Recording a memo, keywords are used to automatically pick images
Through this, the playback view can be reimagined
Auto-generated representations for podcast chapters instead of just text
ABSTRACTED VISUAL TRANSCRIPTION: REALTIME FEEDBACK WITHOUT STEALING ATTENTION
We also looked at how you could record and do speech-to-text transcription. Today, emerging speech-to-text tools aim to achieve near real-time transcription and presentation of the text. For instance, Google uses this frequently in their voice search and Google Now services. While technically impressive, the problem for people is that it can create the text equivalent of that annoying feedback you get with an echo on a phone call. When transcription is presented instantly, it is easy to be thrown off by reading what you are saying. Conversely, if you just talk into an empty space, you feel like nobody is listening to you, and the tech might not be working at all. By abstracting the words into visual placeholders we can give people real-time feedback, while not interfering with your speaking flow.

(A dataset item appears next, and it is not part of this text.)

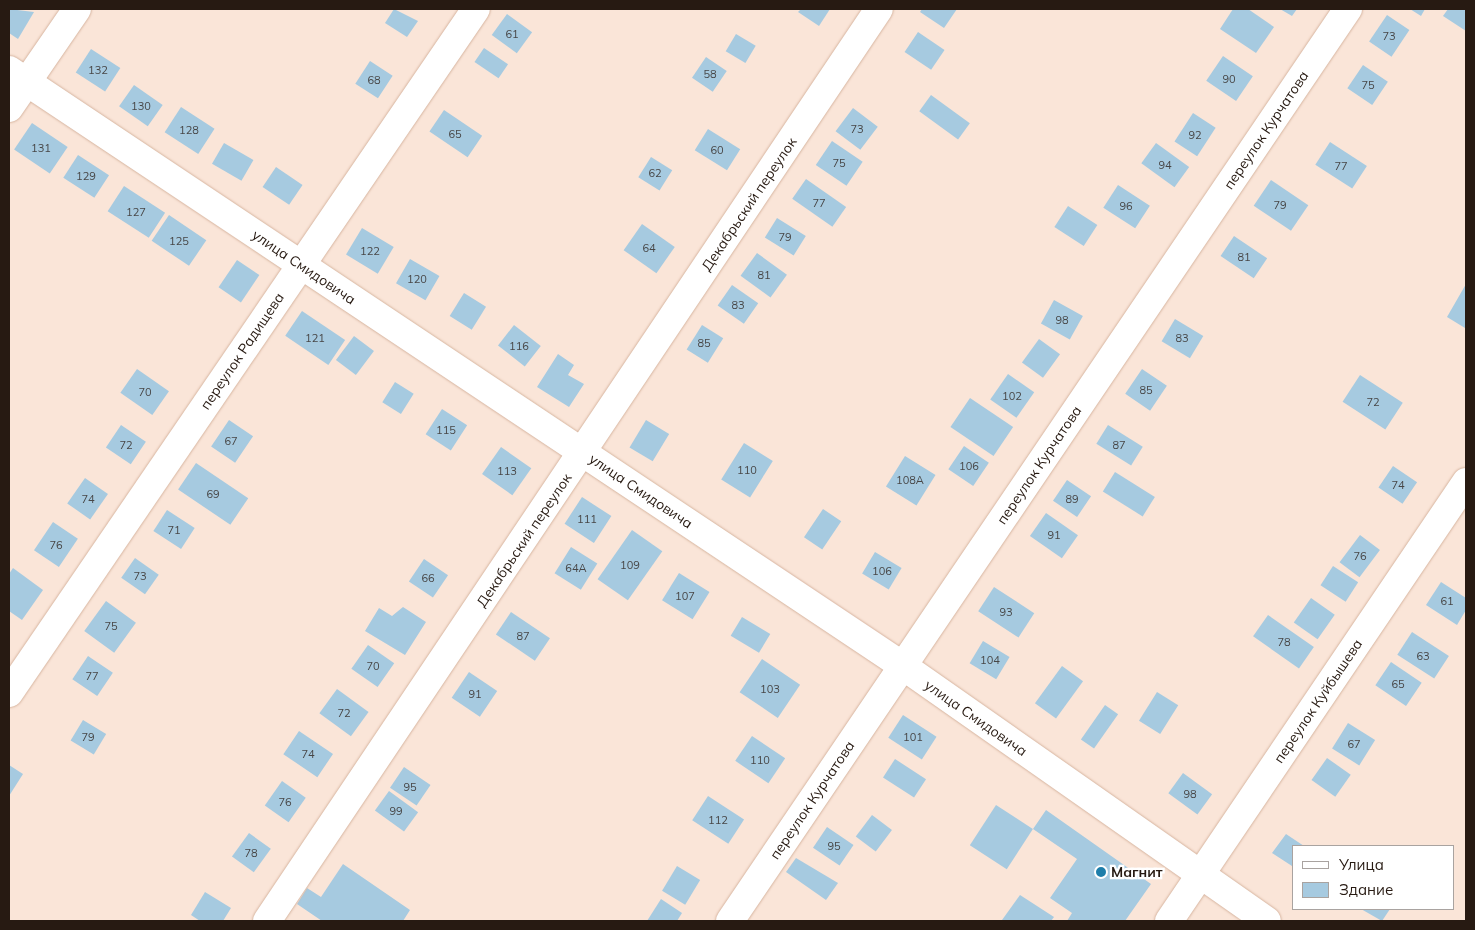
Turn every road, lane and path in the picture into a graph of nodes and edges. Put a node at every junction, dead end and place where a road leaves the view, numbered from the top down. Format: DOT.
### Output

Voice transcript is hidden when recording. When paused, its visible and possible to edit
IDENTITY-BASED AUDIO OVERVIEW: AUTOMATICALLY RECOGNIZE DIFFERENT VOICES IN A SOUND FILE
Finally, if you have performed an interview or recorded a session with multiple people, there's a significant hassle of quickly finding who was speaking when. The standard wave-form audio representation doesn't really help unpack who's speaking. Typically, the result is either a messy transcript of all different people talking, or a sound file you have to manually sift through to find the relevant stuff. Here is a pattern that automatically annotates the sound file with the people in attendance, and provides a visual guidance on who is speaking at any given time.
PATTERNS AS INNOVATION MOMENTUM
The great thing about patterns is their inherent re-usability. They can often be applied in other contexts than the original one. At this level of fidelity, we commonly find ways to improve and apply the patterns to problems outside the sound world. Can they be applied to TV-shows? How can they be used to improve your voice or video-call experiences?
Finding a pattern that not only adds polish to an existing product or service, but instead solves a problem, and perhaps challenges what value it might bring to the user is a key element to design innovation.